How do I find the scale of a drawing that isn't marked?

Switch to the Find the Scale mode. Measure any element on the drawing whose real-world size you know, a door, a parking space, a window. Enter the measured length and the known real length. The calculator gives you the exact ratio, and if it's near a standard scale (1:50, 1:100, 1:200, etc.) it tells you which one.

What are the most common architectural drawing scales?

In the UK and most of Europe: 1:50 and 1:100 for floor plans, 1:20 for construction details, 1:200 or 1:500 for site plans, 1:1250 and 1:2500 for Ordnance Survey location plans. The US uses imperial scales such as 1/4" = 1' (≈ 1:48) and 1/8" = 1' (≈ 1:96).

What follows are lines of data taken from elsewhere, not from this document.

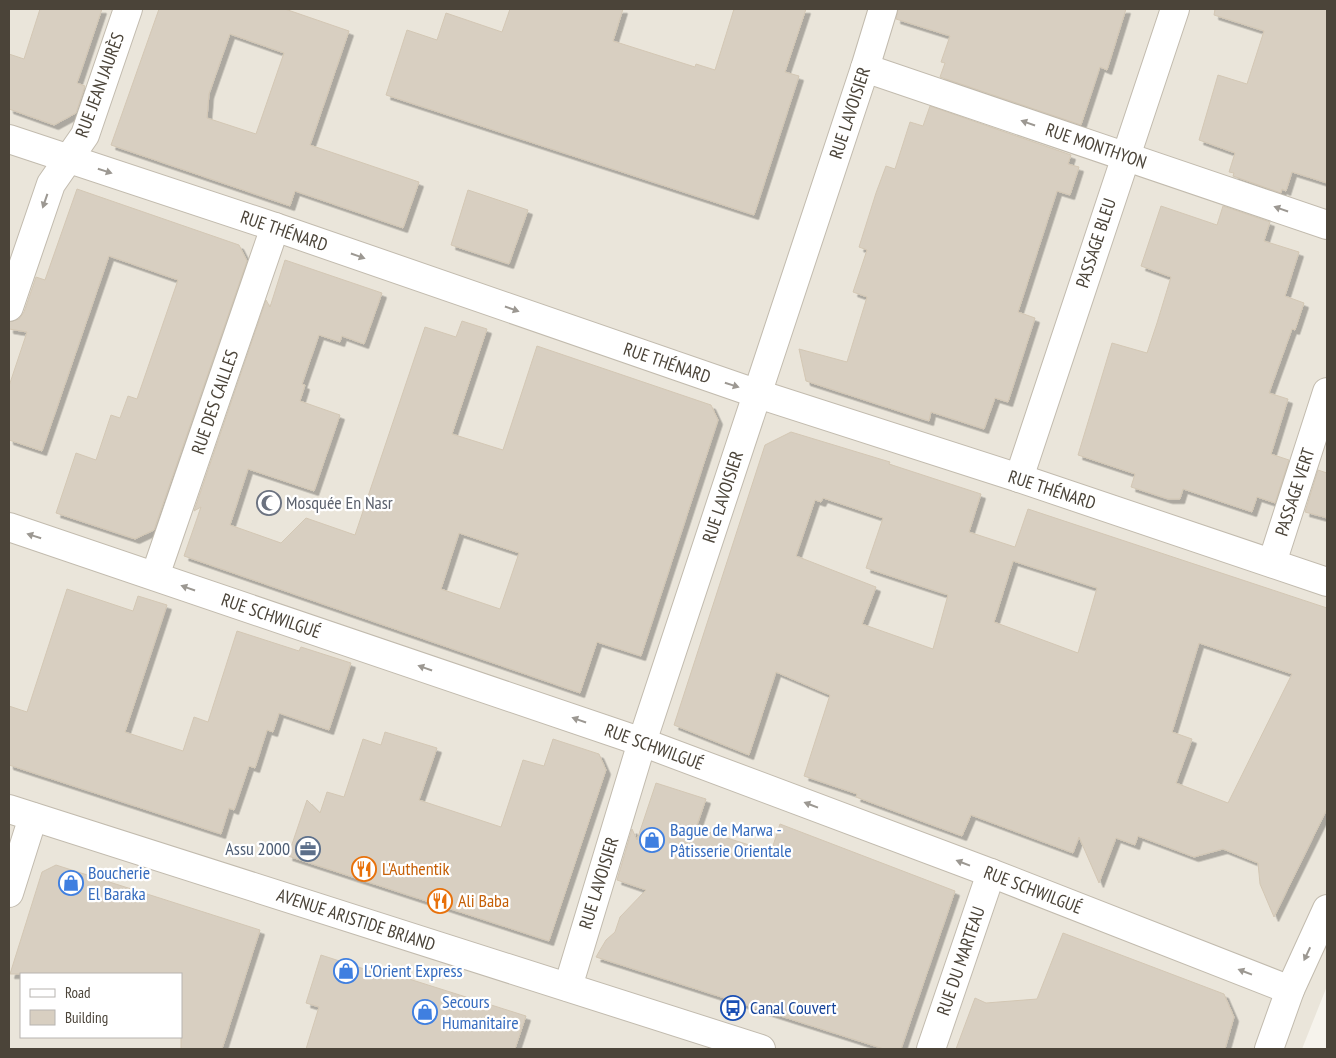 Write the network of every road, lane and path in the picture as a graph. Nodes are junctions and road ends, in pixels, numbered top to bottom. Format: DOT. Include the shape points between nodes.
graph roads {
  1 [pos="128,9"];
  2 [pos="883,9"];
  3 [pos="1175,9"];
  4 [pos="865,68"];
  5 [pos="9,139"];
  6 [pos="1125,156"];
  7 [pos="68,159"];
  8 [pos="1327,225"];
  9 [pos="275,227"];
  10 [pos="9,307"];
  11 [pos="1327,392"];
  12 [pos="758,394"];
  13 [pos="1019,478"];
  14 [pos="9,527"];
  15 [pos="1272,563"];
  16 [pos="155,576"];
  17 [pos="1327,582"];
  18 [pos="642,742"];
  19 [pos="21,813"];
  20 [pos="991,873"];
  21 [pos="9,893"];
  22 [pos="1327,909"];
  23 [pos="568,987"];
  24 [pos="1290,990"];
  25 [pos="761,1049"];
  26 [pos="930,1049"];
  27 [pos="1269,1049"];
  1 -- 7 [label="street, RUE JEAN JAURÈS" via="85,135"];
  2 -- 4 [label="street, RUE LAVOISIER"];
  3 -- 6 [label="street, PASSAGE BLEU"];
  6 -- 4 [label="street, RUE MONTHYON, one-way"];
  4 -- 12 [label="street, RUE LAVOISIER"];
  5 -- 7 [label="street, RUE THÉNARD"];
  8 -- 6 [label="street, RUE MONTHYON, one-way"];
  6 -- 13 [label="street, PASSAGE BLEU"];
  7 -- 9 [label="street, RUE THÉNARD, one-way"];
  7 -- 10 [label="street, RUE JEAN JAURÈS, one-way" via="51,184"];
  9 -- 12 [label="street, RUE THÉNARD, one-way"];
  9 -- 16 [label="street, RUE DES CAILLES"];
  11 -- 15 [label="street, PASSAGE VERT"];
  12 -- 13 [label="street, RUE THÉNARD"];
  12 -- 18 [label="street, RUE LAVOISIER"];
  13 -- 15 [label="street, RUE THÉNARD"];
  16 -- 14 [label="street, RUE SCHWILGUÉ, one-way"];
  15 -- 17 [label="street, RUE THÉNARD"];
  18 -- 16 [label="street, RUE SCHWILGUÉ, one-way"];
  20 -- 18 [label="street, RUE SCHWILGUÉ, one-way"];
  18 -- 23 [label="street, RUE LAVOISIER"];
  19 -- 21 [label="street"];
  19 -- 23 [label="street, AVENUE ARISTIDE BRIAND"];
  24 -- 20 [label="street, RUE SCHWILGUÉ, one-way"];
  20 -- 26 [label="street, RUE DU MARTEAU"];
  22 -- 24 [label="street, one-way"];
  23 -- 25 [label="street, AVENUE ARISTIDE BRIAND"];
  24 -- 27 [label="street"];
}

What's the difference between architectural and engineering scales?

Architectural scales (1:50, 1:100, 1:200) are tuned for building drawings, they make rooms and details readable. Engineering scales (1:500, 1:1000, 1:2500, 1:5000) are for site plans, civil engineering and surveys, where you need to fit a large area onto one sheet.

Can I use the calculator for imperial scales (inches)?

Yes. Pick inches as the unit. The calculator handles imperial input identically to metric, so 1/4" = 1' or 1/8" = 1' style scales work fine, just enter inches throughout.

Why does my result come out as 1:103 instead of 1:100?

Because your measurement or the assumed real-world length is slightly off the exact ratio. Drawings rarely measure perfectly because of printing tolerance, paper stretch or measurement error. The calculator suggests the closest standard scale when you're within 3%, that's usually the drawing's actual intended scale.

Is the calculator really free?

Yes. No sign-up, no usage limit, no ads. It runs entirely in your browser; we don't store any input. Why? Because most visitors who use our tools end up needing CAD conversion or large format scanning later, we'd rather help you now and earn the work then.